[[ GIVEN DATA open ]]

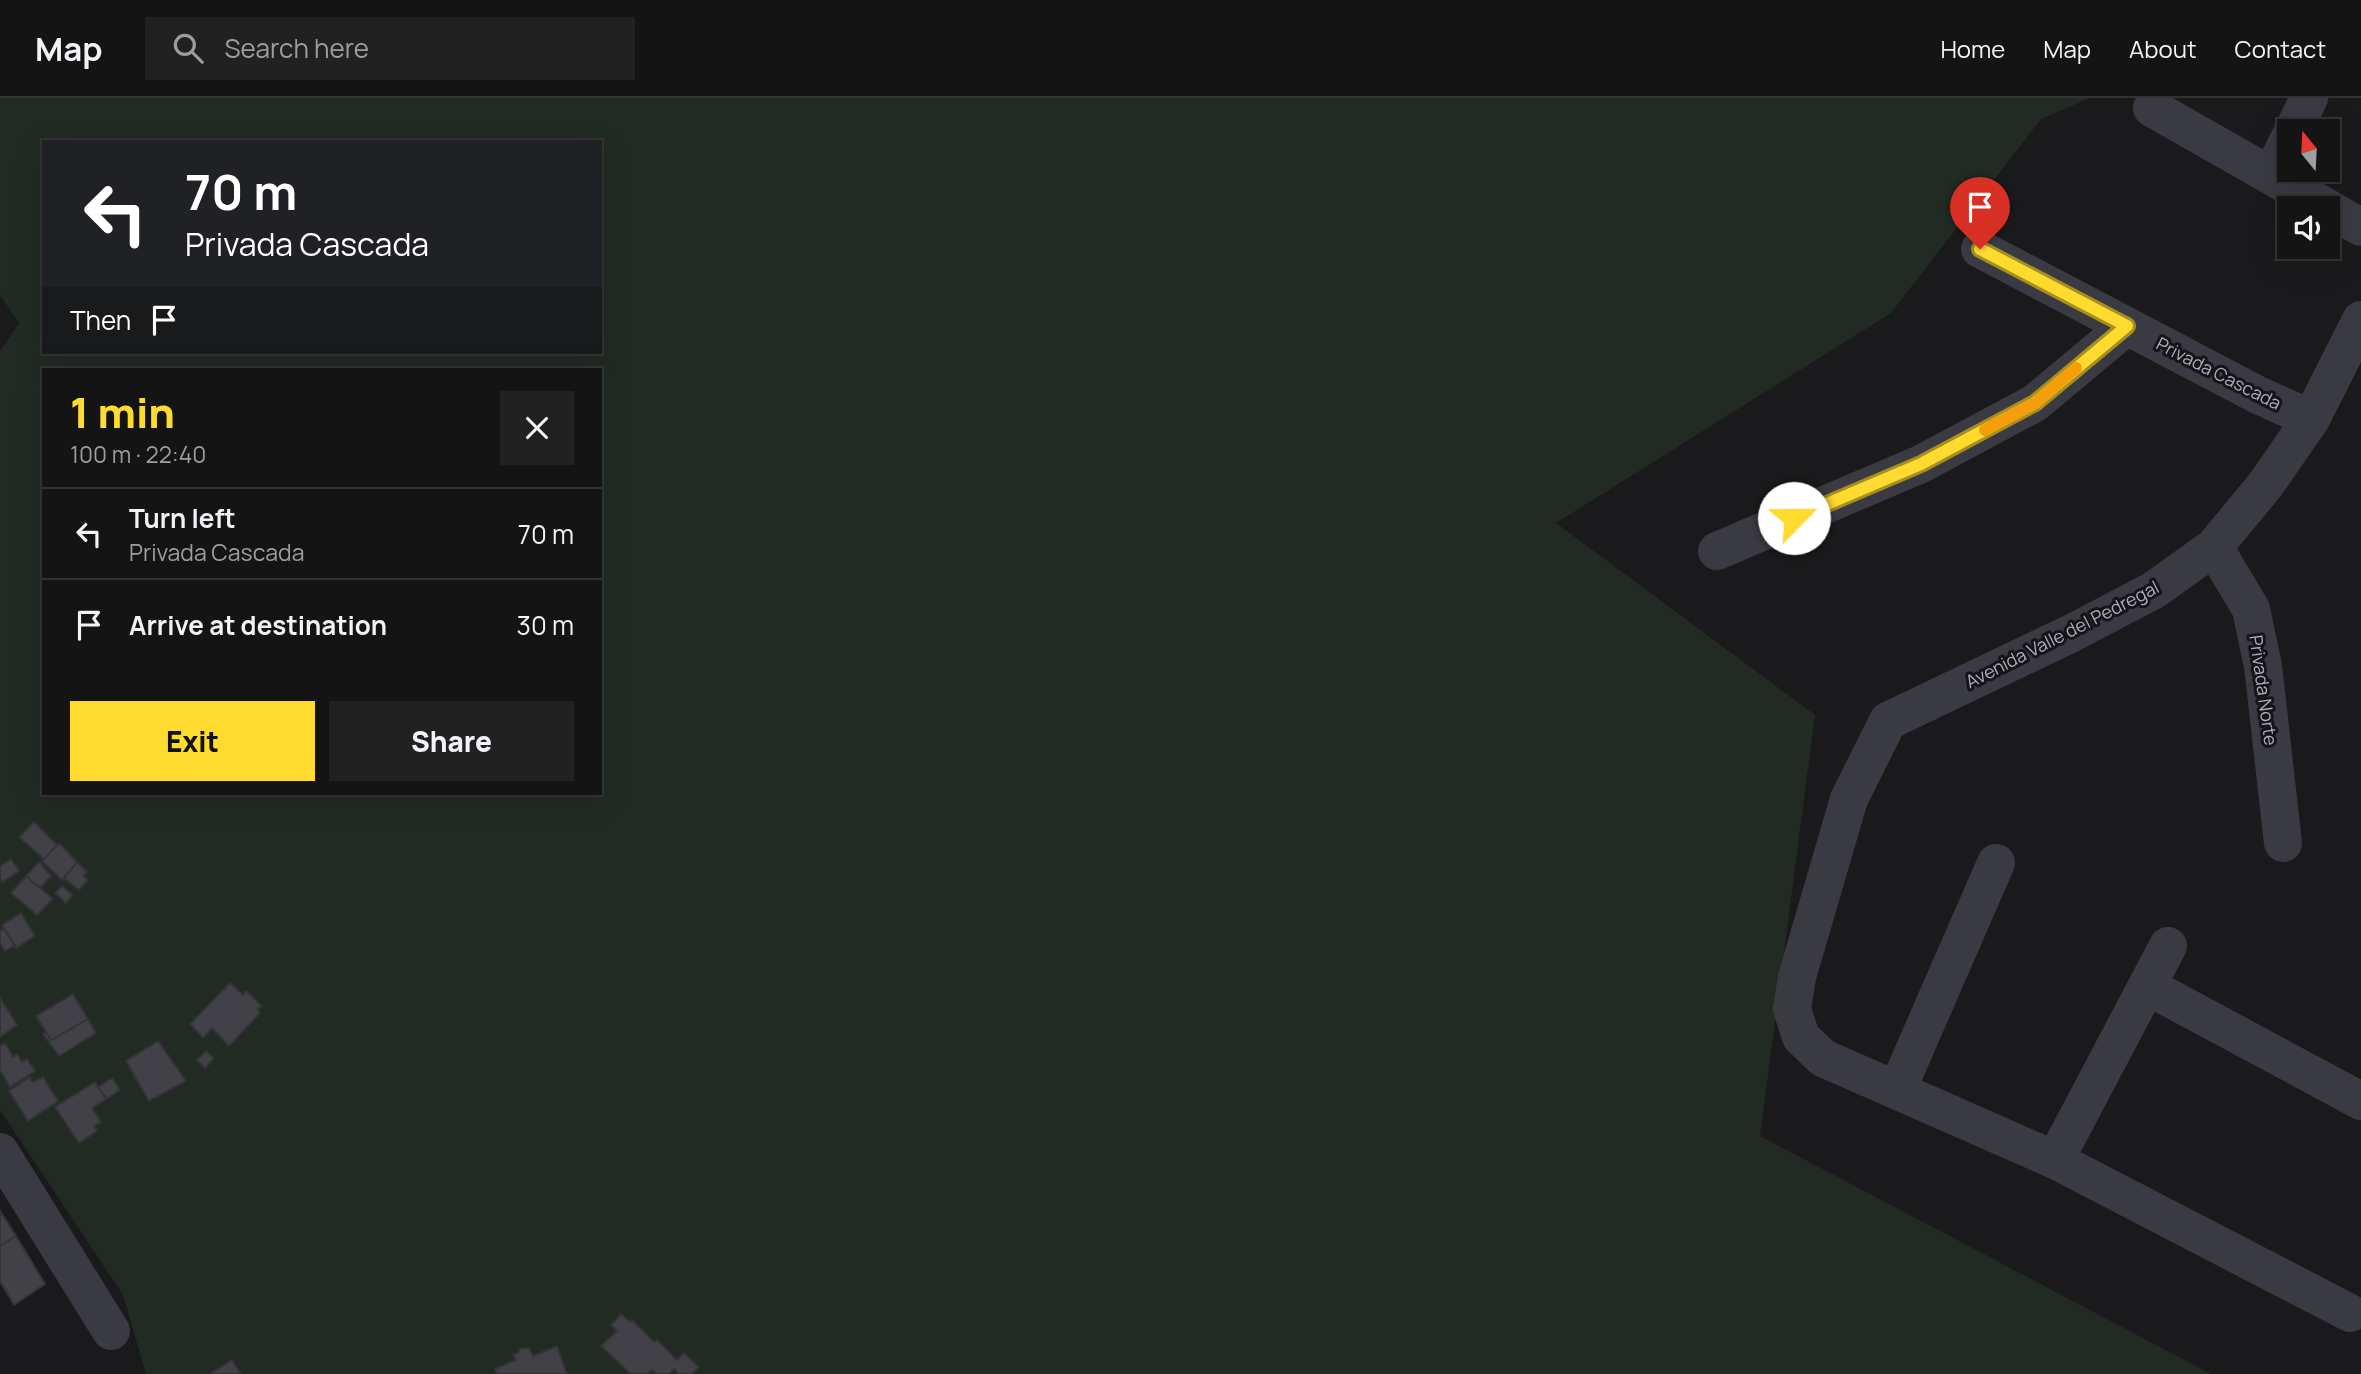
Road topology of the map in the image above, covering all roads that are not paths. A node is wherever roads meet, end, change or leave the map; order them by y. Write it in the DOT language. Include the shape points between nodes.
graph roads {
  1 [pos="2309,98"];
  2 [pos="2152,108"];
  3 [pos="2299,119"];
  4 [pos="2277,164"];
  5 [pos="2271,176"];
  6 [pos="2361,226"];
  7 [pos="1980,249"];
  8 [pos="2127,326"];
  9 [pos="2358,332"];
  10 [pos="2311,419"];
  11 [pos="2214,547"];
  12 [pos="1717,551"];
  13 [pos="2283,843"];
  14 [pos="1996,863"];
  15 [pos="2168,946"];
  16 [pos="2147,986"];
  17 [pos="1897,1090"];
  18 [pos="2361,1101"];
  19 [pos="0,1152"];
  20 [pos="2055,1160"];
  21 [pos="2350,1313"];
  22 [pos="111,1331"];
  1 -- 3 [label="street"];
  2 -- 5 [label="street"];
  4 -- 5 [label="street"];
  5 -- 6 [label="street"];
  7 -- 8 [label="street, Privada Cascada"];
  8 -- 10 [label="street, Privada Cascada"];
  8 -- 12 [label="street" via="2035,403 1921,464"];
  9 -- 10 [label="street, Avenida Valle del Pedregal"];
  10 -- 11 [label="street, Avenida Valle del Pedregal"];
  11 -- 13 [label="street, Privada Norte" via="2251,609 2263,666"];
  11 -- 17 [label="street, Avenida Valle del Pedregal" via="2154,590 1888,721 1849,799 1797,977 1793,1009 1801,1037 1824,1058"];
  14 -- 17 [label="street"];
  15 -- 16 [label="street"];
  16 -- 18 [label="street"];
  16 -- 20 [label="street"];
  17 -- 20 [label="street"];
  19 -- 22 [label="street"];
  20 -- 21 [label="street"];
}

[[ GIVEN DATA closed ]]

** HOW TO COMPLETE THIS TASK **
Print each line above exactly as it appears, excluding all images.

** OUTPUT **
Road topology of the map in the image above, covering all roads that are not paths. A node is wherever roads meet, end, change or leave the map; order them by y. Write it in the DOT language. Include the shape points between nodes.
graph roads {
  1 [pos="2309,98"];
  2 [pos="2152,108"];
  3 [pos="2299,119"];
  4 [pos="2277,164"];
  5 [pos="2271,176"];
  6 [pos="2361,226"];
  7 [pos="1980,249"];
  8 [pos="2127,326"];
  9 [pos="2358,332"];
  10 [pos="2311,419"];
  11 [pos="2214,547"];
  12 [pos="1717,551"];
  13 [pos="2283,843"];
  14 [pos="1996,863"];
  15 [pos="2168,946"];
  16 [pos="2147,986"];
  17 [pos="1897,1090"];
  18 [pos="2361,1101"];
  19 [pos="0,1152"];
  20 [pos="2055,1160"];
  21 [pos="2350,1313"];
  22 [pos="111,1331"];
  1 -- 3 [label="street"];
  2 -- 5 [label="street"];
  4 -- 5 [label="street"];
  5 -- 6 [label="street"];
  7 -- 8 [label="street, Privada Cascada"];
  8 -- 10 [label="street, Privada Cascada"];
  8 -- 12 [label="street" via="2035,403 1921,464"];
  9 -- 10 [label="street, Avenida Valle del Pedregal"];
  10 -- 11 [label="street, Avenida Valle del Pedregal"];
  11 -- 13 [label="street, Privada Norte" via="2251,609 2263,666"];
  11 -- 17 [label="street, Avenida Valle del Pedregal" via="2154,590 1888,721 1849,799 1797,977 1793,1009 1801,1037 1824,1058"];
  14 -- 17 [label="street"];
  15 -- 16 [label="street"];
  16 -- 18 [label="street"];
  16 -- 20 [label="street"];
  17 -- 20 [label="street"];
  19 -- 22 [label="street"];
  20 -- 21 [label="street"];
}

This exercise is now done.